● **Saved data entries**:
————

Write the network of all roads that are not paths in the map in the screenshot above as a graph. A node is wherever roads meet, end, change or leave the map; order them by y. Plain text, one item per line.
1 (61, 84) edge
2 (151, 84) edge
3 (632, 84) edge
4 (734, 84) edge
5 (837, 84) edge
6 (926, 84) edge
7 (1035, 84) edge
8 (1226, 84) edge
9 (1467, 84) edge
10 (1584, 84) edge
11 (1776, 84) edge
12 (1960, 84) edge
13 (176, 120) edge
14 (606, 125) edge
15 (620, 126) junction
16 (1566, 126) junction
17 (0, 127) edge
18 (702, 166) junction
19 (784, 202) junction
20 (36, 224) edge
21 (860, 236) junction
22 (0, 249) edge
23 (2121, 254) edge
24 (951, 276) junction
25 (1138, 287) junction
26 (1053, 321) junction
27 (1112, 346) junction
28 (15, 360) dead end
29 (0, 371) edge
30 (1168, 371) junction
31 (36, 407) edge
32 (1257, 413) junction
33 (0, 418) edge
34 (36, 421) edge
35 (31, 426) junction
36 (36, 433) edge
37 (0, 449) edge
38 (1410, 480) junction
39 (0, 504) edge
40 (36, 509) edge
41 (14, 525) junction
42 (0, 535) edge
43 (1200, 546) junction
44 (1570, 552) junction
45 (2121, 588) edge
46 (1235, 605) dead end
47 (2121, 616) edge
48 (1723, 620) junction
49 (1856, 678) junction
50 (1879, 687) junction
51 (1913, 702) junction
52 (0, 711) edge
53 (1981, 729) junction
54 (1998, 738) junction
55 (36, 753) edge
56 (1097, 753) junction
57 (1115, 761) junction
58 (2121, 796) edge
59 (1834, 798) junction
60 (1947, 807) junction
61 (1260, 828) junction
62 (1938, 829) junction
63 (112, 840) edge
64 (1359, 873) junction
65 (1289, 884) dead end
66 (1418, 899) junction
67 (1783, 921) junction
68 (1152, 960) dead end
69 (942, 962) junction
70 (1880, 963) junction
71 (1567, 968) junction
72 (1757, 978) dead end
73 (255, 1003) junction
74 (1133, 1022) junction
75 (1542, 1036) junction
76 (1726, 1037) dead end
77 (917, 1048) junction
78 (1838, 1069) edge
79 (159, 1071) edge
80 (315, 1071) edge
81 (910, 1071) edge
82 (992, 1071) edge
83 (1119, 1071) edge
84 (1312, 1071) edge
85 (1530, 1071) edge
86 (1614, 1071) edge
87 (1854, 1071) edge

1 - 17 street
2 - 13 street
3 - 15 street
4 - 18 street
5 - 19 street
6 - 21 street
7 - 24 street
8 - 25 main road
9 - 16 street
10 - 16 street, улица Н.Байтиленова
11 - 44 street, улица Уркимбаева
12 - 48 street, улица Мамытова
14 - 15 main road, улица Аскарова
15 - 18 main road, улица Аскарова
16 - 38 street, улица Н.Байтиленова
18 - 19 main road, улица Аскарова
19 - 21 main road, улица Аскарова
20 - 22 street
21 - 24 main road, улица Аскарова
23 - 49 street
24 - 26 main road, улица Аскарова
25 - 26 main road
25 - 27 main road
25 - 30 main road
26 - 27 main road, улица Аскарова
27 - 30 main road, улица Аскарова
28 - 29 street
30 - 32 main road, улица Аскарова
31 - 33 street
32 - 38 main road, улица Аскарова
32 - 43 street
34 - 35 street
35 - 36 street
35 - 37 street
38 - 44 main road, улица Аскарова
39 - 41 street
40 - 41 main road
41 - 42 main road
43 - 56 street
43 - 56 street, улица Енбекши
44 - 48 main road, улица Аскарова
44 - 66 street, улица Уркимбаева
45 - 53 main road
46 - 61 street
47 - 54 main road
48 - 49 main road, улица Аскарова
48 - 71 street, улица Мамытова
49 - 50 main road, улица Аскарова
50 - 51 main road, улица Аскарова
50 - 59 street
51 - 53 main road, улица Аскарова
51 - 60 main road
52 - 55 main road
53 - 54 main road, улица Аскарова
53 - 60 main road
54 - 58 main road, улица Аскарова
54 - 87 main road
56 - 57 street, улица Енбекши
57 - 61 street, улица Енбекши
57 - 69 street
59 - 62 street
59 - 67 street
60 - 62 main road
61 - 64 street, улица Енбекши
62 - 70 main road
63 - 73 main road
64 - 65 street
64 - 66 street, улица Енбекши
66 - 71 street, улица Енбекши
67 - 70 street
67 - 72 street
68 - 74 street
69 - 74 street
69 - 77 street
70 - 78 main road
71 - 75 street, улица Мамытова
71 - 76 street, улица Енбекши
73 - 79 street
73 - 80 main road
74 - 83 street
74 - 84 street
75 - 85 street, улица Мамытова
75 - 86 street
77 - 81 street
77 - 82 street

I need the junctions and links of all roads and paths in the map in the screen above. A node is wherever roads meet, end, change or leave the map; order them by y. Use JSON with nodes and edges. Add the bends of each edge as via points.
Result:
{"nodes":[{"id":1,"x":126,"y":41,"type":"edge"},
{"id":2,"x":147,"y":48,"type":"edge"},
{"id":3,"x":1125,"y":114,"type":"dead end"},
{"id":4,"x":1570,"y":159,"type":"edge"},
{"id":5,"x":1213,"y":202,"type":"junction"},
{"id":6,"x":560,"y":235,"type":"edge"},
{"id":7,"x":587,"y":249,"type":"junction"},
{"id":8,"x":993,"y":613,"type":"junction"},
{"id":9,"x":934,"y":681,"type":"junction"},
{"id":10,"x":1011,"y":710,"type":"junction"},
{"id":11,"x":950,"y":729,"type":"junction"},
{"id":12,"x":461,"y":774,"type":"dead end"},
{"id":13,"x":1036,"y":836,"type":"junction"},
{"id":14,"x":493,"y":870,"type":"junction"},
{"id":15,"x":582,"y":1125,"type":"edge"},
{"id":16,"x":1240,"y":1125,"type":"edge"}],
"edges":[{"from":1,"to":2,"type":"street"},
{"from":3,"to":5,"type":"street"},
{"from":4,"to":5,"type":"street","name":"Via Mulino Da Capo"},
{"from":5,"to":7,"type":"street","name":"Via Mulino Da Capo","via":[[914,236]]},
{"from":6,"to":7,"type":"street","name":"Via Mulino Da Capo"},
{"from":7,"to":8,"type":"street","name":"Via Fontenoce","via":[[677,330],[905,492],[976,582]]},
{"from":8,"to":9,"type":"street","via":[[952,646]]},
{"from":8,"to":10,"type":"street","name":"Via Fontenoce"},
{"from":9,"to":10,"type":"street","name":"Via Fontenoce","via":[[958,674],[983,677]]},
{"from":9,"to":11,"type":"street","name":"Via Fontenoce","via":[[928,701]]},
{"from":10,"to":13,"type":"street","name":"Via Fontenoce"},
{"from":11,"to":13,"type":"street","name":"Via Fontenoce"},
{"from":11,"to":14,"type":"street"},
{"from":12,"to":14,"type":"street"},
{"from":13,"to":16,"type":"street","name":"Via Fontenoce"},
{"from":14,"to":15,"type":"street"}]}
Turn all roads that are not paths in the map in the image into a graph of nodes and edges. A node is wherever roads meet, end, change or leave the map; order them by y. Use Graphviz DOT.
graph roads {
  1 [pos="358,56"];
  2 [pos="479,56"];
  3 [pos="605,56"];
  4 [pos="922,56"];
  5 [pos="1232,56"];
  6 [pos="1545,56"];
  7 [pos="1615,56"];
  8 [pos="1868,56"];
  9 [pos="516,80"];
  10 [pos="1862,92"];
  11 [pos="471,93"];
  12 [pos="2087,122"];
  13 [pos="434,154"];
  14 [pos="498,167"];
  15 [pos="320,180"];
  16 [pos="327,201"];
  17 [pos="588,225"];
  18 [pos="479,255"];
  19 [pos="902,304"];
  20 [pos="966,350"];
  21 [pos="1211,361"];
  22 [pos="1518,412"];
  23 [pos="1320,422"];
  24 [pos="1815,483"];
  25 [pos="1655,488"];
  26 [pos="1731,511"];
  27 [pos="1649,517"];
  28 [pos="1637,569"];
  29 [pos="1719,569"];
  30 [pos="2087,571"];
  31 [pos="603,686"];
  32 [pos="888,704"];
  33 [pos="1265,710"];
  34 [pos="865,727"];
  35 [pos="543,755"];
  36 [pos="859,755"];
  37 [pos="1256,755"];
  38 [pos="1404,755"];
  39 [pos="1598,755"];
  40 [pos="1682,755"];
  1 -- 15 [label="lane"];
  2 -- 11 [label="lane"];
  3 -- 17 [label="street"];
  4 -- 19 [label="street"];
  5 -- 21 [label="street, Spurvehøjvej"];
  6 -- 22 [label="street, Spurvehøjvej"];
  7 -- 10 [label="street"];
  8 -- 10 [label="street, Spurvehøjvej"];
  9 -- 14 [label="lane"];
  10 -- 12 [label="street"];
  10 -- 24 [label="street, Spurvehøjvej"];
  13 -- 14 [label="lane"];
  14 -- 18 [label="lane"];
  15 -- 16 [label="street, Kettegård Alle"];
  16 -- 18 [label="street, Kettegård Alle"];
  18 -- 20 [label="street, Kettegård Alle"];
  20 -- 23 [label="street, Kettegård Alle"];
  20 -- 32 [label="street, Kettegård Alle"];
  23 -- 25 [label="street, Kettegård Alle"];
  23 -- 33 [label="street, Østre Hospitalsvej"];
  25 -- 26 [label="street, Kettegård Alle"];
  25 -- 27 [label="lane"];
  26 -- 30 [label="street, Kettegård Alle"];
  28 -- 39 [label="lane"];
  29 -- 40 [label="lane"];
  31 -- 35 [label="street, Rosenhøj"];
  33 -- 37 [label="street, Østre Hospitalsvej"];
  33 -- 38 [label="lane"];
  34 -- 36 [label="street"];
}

————

Within the records, how many lines carry the word "Мамытова"? Reply with the figure alone.

● **Solution for this task**:
4